The types of memory modules differ in capacity, speed, cost and power consumption. Memory closer to the CPU is faster, more expensive and thus smaller in capacity. During processing data is stored in multiple places along the hierarchy. For example video images that are processed by a video encoder are stored on disk (slow), a copy resides in main memory (fast), another copy in 3rd-level cache (very fast) and copies of pixel blocks in 1st and 2nd-level caches (ultra fast). Program code and data are loaded into memory when needed and evicted when it is no longer used, for example when a program exist.

Memory Types

Caches are very fast memories close to the CPU, often residing on the same silicon as the CPU. Due to their high cost and power consumption they are limited in capacity (256kB for 1st level, 2-12 MB for 3rd level caches). The purpose of a cache is to hide latency of the much slower main memory by buffering often-used data for fast access by the CPU. Caches are shared by multiple CPU cores, but the CPU in coordination with the operating system ensures no data is shared between different programs or users who run programs in the same CPU.

Main memory, also called dynamic random access memory (DRAM) or RAM for short, is the central working memory inside a computer. DRAM is fast and cheap, so it is possible to equip computers with 16-512GB of memory today. Access latencies are in the range of 50-200ns and memory busses are typically 64 data bits wide, meaning a CPU can read 8 bytes of data in every RAM clock cycle. DRAM is shared between all programs running on a computer. CPU and operating system make sure no data is involuntarily accessed, overwritten or shared between programs.

Graphics RAM: Special types of DRAM technology with higher bandwidths are found in high-performance computing such as graphics cards and game consoles. GDDR5 for example which is used in high-end GPUs is based on DDR3 technology, but has lower power requirements, varying clock frequencies and wider memory busses (256 or 384 bits). This translate into sustained transfer rates of 240 GB/s or more.

Memory Performance Table

Looking at performance of memory the three important metrics are size, throughput and access latency. Server and desktop computers allow you to add more physical memory up what the CPU can address. The maximum throughput is determined by type and clock-speed of memory modules. Memory module types and speeds must match the CPU generation and the motherboard in use. New CPU's generally require newer and faster types of memory. Details can be found in CPU handbooks or motherboard documentations.

Memory Labels

When purchasing memory you get modules, so called DIMMs (dual in-line memory module), which are assembled from multiple DRAM chips.
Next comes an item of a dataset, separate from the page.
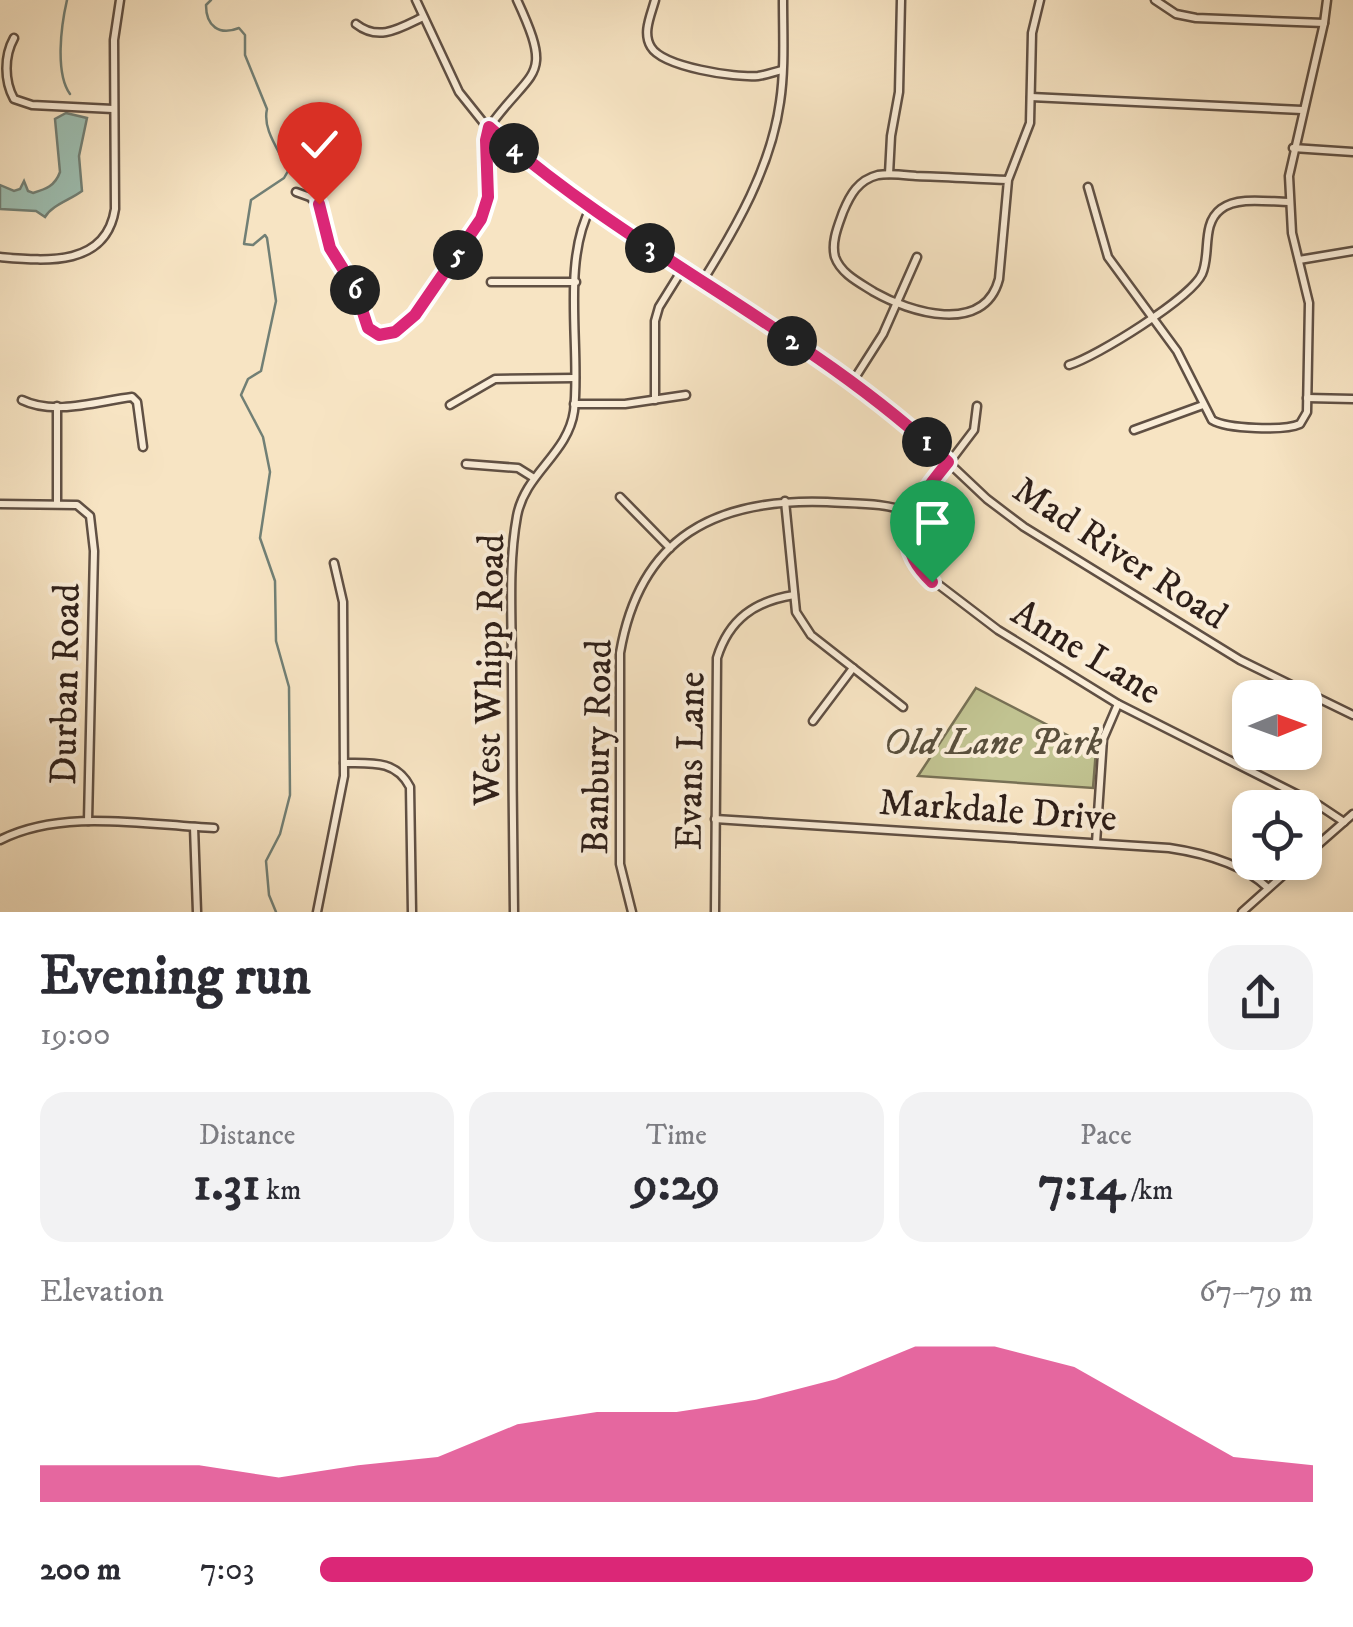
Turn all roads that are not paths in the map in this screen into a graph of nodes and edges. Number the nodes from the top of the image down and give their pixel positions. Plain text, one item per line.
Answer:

Chips and modules are labelled differently. For example DDR3-xxx denotes DDR chips of the 3rd technology generation with a particular data transfer rate, whereas PC3-xxxx denotes an assembled module with its theoretical bandwidth.Bandwidth is calculated by multiplying transfer width (64 bit or 8 bytes for DDR3) with transfers per second.

Example: How to read DRAM type labels
DDR3-1600 PC3-12800 DDR3 SO-DIMM | Chip Technology Generation (DDR3) | Data Transfer Rate (1600 M transfers per second) | Module Technology Generation (PC3) | Module bandwith (MB/s) | Module Packaging (small outline 204pin DIMM)
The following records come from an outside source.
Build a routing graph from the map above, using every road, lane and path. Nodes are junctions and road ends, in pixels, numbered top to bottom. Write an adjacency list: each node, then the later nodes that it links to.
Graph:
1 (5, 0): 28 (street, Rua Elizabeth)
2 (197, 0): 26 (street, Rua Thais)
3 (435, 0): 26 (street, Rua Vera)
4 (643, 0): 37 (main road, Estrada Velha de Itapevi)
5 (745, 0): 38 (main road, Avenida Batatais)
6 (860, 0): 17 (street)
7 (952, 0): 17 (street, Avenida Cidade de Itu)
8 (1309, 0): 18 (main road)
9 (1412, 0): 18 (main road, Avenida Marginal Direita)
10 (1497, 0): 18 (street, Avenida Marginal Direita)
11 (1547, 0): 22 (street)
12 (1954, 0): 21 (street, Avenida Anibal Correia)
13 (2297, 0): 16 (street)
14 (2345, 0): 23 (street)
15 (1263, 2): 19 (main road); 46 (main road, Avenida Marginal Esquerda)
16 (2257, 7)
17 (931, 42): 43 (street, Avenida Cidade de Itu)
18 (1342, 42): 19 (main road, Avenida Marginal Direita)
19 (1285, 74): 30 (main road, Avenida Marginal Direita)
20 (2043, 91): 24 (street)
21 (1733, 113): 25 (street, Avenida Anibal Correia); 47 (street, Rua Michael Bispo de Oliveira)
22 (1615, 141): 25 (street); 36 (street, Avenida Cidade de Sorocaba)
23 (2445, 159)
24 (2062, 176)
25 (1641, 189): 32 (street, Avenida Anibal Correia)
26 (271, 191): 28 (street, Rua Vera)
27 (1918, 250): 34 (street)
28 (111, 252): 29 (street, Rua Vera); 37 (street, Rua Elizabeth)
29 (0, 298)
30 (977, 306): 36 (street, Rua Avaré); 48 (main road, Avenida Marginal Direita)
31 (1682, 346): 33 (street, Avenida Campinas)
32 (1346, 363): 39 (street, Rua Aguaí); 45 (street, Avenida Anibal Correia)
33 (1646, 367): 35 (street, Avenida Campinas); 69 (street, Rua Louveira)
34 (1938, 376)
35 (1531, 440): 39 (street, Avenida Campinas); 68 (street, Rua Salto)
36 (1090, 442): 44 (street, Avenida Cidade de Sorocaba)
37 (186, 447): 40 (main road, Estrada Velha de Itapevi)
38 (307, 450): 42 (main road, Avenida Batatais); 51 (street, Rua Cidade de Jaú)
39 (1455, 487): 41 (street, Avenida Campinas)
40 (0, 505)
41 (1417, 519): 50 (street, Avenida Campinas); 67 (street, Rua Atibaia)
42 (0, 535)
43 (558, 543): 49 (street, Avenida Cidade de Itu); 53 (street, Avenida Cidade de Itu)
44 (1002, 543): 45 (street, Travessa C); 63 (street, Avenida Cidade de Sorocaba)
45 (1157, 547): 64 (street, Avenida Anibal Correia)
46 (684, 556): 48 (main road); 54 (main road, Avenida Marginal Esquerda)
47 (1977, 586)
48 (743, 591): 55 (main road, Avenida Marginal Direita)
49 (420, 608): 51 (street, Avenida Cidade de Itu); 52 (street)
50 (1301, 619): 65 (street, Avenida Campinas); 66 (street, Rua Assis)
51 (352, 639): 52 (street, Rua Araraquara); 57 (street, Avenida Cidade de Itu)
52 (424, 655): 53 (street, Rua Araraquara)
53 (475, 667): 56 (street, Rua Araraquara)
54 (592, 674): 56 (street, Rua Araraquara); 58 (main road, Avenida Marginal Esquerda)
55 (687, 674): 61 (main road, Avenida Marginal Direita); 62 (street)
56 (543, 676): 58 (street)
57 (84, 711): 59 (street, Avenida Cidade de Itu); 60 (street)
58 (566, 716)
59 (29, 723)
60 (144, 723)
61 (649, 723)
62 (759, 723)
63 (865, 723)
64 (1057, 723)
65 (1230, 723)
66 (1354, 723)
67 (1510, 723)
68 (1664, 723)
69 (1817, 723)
Besides capacity and speed DRAM exists in different variants. Error-correcting code memory (e.g. PC3-xxxxE) can correct and detect in-memory data corruption caused by electrical or magnetic interference. Registered or buffered DRAM (e.g. PC3-xxxxR / F / FB) uses extra registers for improved signal quality and low voltage DRAM (e.g. PC3-xxxx-L / U) reduces power consumption in mobile devices. Not every variant matches every motherboard and CPU type, so consult your documentation first.

Memory Pressure

When programs require more memory than physically available some data is offloaded from DRAM to slower disk storage. When a program requires the data again it is reloaded into DRAM which may take a considerable amount of time during which the program or even the entire system seem unresponsive. To avoid such situations of high memory pressure you should monitor the memory requirements of the software you use and try not to run multiple memory-heavy programs in parallel.

Some operating systems (OSX) have started to compress unused data in memory, trading a few CPU cycles for lower memory pressure which results in an overall percieved performance improvement.